Would it be different, the patch in my heart where my classmate used to be, if I were able to be saturated in memories of her at this moment? If she had Facebook, perhaps a flood of remembered days and nights, the shape of her face, would rush to the surface and coax more from me. But then, what is 'more?' All I have now is that time we rehearsed a scene in a dorm basement, when there must have been some laughter. Those two different times when we went out for the same part and she totally got it. Various hallway brush-ins, seemingly heartfelt compliments exchanged. If I had been a better person, it's not impossible that we could have been friends. (The macabre, recalibrating thoughts of a left-behind.)

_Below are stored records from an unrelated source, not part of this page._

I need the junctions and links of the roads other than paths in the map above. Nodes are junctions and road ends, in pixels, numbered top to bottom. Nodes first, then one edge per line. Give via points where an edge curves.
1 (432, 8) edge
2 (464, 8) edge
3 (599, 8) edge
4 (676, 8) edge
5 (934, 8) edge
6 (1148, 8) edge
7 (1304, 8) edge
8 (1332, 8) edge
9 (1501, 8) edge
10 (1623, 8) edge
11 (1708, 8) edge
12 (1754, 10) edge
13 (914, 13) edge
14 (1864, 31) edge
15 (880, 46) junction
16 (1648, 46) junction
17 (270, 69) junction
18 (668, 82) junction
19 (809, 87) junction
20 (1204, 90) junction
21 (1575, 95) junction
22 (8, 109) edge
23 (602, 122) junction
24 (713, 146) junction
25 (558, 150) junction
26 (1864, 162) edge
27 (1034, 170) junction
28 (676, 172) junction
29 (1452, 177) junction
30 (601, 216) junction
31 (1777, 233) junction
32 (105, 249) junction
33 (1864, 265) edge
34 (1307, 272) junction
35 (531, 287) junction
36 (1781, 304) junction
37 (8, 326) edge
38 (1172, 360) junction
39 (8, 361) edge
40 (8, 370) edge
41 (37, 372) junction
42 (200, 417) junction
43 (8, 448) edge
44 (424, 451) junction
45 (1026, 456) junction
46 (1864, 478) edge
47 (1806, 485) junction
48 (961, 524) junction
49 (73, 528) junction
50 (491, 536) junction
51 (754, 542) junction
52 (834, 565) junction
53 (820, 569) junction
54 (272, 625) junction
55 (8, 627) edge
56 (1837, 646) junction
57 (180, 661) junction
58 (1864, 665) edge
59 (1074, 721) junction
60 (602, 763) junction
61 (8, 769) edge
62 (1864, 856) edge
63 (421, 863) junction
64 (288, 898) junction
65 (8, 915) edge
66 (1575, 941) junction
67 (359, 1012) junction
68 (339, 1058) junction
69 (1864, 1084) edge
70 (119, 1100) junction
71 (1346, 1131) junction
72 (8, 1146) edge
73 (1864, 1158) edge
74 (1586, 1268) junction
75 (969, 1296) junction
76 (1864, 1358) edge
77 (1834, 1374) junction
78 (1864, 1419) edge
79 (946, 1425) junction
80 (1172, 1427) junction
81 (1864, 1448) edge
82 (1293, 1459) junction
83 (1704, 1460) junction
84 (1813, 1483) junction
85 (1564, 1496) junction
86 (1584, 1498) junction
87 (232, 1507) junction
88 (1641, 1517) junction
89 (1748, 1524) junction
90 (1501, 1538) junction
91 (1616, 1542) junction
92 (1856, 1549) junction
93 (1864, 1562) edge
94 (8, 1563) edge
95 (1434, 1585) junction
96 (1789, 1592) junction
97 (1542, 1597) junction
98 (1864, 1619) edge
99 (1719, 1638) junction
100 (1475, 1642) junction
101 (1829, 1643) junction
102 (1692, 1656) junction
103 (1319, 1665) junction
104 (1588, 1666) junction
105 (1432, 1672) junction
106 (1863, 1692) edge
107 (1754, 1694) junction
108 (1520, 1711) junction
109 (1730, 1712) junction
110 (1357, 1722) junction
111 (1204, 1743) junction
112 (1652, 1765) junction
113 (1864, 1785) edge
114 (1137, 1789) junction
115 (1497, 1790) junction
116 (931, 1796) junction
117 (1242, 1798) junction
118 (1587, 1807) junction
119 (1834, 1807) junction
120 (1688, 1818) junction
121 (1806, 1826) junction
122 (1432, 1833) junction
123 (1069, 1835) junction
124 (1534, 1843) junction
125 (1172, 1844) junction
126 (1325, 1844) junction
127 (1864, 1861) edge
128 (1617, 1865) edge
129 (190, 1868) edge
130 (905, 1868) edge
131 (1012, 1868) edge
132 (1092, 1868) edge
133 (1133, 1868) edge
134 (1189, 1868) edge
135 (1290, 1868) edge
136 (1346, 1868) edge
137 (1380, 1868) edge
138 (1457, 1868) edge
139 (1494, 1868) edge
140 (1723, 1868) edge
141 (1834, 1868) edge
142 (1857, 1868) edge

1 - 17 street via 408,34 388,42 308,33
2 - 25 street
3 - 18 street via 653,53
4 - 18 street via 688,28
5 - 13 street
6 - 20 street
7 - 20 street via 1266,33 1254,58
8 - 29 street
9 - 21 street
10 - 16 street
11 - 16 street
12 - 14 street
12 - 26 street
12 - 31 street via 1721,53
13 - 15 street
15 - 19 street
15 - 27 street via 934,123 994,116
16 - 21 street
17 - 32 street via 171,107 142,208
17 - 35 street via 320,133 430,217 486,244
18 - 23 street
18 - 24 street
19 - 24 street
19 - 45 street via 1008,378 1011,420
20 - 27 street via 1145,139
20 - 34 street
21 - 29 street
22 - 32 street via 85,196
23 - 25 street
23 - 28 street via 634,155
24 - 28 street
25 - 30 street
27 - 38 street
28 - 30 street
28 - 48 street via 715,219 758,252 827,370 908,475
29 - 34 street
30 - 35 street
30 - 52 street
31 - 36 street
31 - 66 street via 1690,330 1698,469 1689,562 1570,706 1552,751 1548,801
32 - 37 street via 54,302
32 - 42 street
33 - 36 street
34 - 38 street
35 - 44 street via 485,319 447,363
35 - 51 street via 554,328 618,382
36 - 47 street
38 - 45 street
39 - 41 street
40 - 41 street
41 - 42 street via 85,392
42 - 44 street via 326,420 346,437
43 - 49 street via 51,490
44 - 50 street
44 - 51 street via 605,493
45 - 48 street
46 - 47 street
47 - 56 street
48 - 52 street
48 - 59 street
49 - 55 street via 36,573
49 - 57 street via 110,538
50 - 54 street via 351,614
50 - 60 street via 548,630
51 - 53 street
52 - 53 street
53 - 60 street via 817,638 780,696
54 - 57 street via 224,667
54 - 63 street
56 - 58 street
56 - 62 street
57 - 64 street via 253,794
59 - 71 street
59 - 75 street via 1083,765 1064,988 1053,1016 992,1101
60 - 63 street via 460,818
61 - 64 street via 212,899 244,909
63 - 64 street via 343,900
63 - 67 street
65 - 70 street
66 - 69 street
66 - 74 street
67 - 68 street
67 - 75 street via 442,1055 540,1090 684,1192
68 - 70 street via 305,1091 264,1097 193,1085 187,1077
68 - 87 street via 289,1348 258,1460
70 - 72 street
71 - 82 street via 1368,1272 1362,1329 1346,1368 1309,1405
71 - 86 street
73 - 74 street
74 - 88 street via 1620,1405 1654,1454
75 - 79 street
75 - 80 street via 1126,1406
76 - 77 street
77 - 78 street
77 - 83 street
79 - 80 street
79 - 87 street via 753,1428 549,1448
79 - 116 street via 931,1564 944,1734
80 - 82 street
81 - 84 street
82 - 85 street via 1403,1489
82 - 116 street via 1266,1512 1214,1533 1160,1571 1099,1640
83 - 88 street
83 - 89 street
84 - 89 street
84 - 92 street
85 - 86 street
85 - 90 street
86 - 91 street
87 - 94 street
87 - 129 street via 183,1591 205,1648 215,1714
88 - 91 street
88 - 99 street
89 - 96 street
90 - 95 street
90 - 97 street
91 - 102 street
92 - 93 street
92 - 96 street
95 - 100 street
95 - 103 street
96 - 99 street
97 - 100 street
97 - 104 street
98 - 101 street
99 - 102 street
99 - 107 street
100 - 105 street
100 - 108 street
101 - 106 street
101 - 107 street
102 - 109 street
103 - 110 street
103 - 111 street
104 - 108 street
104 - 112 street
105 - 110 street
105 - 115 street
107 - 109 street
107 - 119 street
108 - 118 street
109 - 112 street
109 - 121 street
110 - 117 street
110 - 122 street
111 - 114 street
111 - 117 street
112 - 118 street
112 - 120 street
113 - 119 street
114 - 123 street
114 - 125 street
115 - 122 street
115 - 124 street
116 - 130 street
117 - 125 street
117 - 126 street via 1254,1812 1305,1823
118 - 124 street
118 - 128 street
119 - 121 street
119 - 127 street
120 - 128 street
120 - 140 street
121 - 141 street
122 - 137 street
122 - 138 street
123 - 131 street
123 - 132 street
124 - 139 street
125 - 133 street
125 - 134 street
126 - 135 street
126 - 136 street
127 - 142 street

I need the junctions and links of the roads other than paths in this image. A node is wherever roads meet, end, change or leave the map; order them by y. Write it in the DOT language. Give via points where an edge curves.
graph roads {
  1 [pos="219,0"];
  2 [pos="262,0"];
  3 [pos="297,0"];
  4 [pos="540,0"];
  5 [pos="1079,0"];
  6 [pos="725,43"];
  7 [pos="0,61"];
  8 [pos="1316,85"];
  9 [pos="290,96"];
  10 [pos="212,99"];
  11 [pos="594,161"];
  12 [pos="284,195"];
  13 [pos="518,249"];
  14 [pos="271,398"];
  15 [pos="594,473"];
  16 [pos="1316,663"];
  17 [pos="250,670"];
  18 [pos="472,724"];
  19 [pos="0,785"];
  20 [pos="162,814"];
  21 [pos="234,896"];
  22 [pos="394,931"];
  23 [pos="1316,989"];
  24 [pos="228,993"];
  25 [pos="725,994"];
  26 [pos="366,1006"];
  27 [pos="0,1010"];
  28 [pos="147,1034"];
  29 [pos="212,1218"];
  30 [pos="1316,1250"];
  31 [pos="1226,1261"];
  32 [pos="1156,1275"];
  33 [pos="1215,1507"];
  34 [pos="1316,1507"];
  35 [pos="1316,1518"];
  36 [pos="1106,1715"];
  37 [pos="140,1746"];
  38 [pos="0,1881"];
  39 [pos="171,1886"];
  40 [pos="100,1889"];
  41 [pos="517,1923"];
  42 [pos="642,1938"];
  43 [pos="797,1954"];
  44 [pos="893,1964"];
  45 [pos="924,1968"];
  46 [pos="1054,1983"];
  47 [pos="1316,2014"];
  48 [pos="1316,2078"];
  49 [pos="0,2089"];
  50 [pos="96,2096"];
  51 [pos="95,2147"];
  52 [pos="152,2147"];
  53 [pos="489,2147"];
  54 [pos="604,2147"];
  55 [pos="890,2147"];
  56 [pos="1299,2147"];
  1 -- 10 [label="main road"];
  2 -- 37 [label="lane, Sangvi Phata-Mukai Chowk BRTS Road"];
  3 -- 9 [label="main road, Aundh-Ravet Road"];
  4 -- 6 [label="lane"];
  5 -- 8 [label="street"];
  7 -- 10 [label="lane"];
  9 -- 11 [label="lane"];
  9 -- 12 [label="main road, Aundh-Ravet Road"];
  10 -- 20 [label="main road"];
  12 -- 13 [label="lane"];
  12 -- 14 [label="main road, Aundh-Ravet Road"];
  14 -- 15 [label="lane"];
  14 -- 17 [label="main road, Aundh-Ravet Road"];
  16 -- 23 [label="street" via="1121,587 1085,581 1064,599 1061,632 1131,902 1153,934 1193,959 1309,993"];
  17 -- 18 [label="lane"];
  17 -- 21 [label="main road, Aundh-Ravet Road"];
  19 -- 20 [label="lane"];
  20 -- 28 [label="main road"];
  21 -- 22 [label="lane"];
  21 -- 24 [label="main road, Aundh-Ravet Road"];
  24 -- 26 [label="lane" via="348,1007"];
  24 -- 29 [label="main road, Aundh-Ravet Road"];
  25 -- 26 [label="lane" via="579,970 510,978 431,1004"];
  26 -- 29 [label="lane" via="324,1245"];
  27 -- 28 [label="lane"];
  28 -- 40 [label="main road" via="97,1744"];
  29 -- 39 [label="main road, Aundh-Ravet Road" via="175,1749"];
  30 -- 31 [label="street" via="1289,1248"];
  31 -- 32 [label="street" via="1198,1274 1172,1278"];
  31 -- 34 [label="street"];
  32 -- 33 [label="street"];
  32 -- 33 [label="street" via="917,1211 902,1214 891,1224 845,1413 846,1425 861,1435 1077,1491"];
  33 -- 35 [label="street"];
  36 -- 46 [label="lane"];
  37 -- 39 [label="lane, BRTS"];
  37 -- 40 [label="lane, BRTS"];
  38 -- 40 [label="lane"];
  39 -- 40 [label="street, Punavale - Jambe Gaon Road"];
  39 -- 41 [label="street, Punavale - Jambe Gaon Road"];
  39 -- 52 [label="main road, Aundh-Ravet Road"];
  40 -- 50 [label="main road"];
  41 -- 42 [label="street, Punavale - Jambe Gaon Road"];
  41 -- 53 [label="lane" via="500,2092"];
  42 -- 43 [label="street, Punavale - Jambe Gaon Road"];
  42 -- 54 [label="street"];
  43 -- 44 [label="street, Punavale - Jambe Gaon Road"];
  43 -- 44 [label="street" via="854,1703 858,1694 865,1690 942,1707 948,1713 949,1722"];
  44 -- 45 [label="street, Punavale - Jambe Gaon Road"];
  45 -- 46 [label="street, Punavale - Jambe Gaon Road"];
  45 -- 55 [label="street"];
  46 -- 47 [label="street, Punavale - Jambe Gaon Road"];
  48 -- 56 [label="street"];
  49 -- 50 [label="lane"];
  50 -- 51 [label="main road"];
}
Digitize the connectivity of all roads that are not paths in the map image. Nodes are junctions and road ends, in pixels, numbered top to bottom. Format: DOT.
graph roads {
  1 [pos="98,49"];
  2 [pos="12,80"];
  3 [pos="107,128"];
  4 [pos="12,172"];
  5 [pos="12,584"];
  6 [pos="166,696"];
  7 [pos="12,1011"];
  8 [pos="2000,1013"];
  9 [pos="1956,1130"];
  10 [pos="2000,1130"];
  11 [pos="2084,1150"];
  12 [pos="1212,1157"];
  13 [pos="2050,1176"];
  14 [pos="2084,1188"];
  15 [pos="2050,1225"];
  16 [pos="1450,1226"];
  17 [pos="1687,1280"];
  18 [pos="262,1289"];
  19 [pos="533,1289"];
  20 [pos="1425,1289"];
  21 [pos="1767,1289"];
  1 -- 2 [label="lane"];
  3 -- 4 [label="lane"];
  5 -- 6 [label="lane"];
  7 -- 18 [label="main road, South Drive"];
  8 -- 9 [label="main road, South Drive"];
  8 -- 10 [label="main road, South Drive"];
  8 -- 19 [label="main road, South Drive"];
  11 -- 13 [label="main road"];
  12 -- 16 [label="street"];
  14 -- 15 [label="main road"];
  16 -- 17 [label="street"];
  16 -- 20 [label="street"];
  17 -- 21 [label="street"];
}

And would it be different, the patch in my heart where Robin Williams used to be, if I wasn't presently inundated with Netflix suggestions of his best work, with lengthy eulogies from friends and columnists, with montages and images galore? I have to imagine that it would be. While I do not think my vague sadness would go quietly into that good night, I'd be thinking only of my memories: of Mrs. Doubtfire. Of a certain seemingly coke-addled Today Show interview. As is, I am thinking of a filmography. A canon. Art objects and experiences that do not feel personal to me, but make up the blurry picture of many peoples' memories. I suppose this kind of public grieving is like any funeral, where everyone in a waiting queue can speak their piece. Without her own public funeral, perhaps my classmate will fade into the small burning star of everyone's private moments with her. We will paint no unifying mural, we will mythologize not one vaguely outlined idea of a sketch of a lady but dozens and dozens of fractal limbs. The eulogies of distant acquaintances will go unheard, and none will be the wiser.
Except maybe the distant acquaintances.

*

It doesn't really matter, of course. What I think. I want the people who got closest to “knowing” the deceased parties to feel minimal pain. I want them surrounded by other loved ones and all small solaces. That's another thing: funerals and condolences are for the survivors, don't forget.

One thing people have been writing on the public walls, to Robin Williams, is “thank you.” “Thank you, you made me want to be an actor/comedian/pirate captain.” Thank you seems appropriate in a way that RIP doesn't, quite. Thank you connotes attention paid to time lived, deeds done, thoughts affected. It seems more personal, somehow; and personal is the nature of grief. I say thank you to the girl I used to know, not for something so overt as “making me want to be a better actor, and for putting good work into the world” because this doesn't ring entirely true, but fuck it as it's just between us? For fanning a flame. For light, your own. I did not know you well, but I am sorry you're not in the world anymore.

*

Finally – and this is important, directed to the hotline posters – there is the weight of depression on both these individuals. Depression is a thing endured so privately, to see its effects made public has always been taboo. The solidarity in the all-of-us-posting-together approach seems especially attractive here. Everyone who suffers emotional pain that renders them unable to see light should be granted light, as much as possible, so at the very least they have a place they feel they can speak, if they want to. But this line of thinking is also broad rhetoric, the kind of thing individuals in pain can't easily metabolize. Perhaps it resolves like so: though we necessarily suffer alone, there must be something in knowing that we all suffer. Though we cannot ever get close enough to another human being, there is something in trying. And frankly? Loud as we shout, there seems to be little catharsis in any of it – for whether to Facebook or nowhere, we are still shouting for the benefit of hearing ourselves out loud. And whether rendered as shout or whisper, that goal is always, always the same: it is attempting to fill a silence.



*Then again – why are these “rafts” (WC) of pop-philosophy so very un-researched, so very winding? One wonders if the author should rethink everything she's ever done.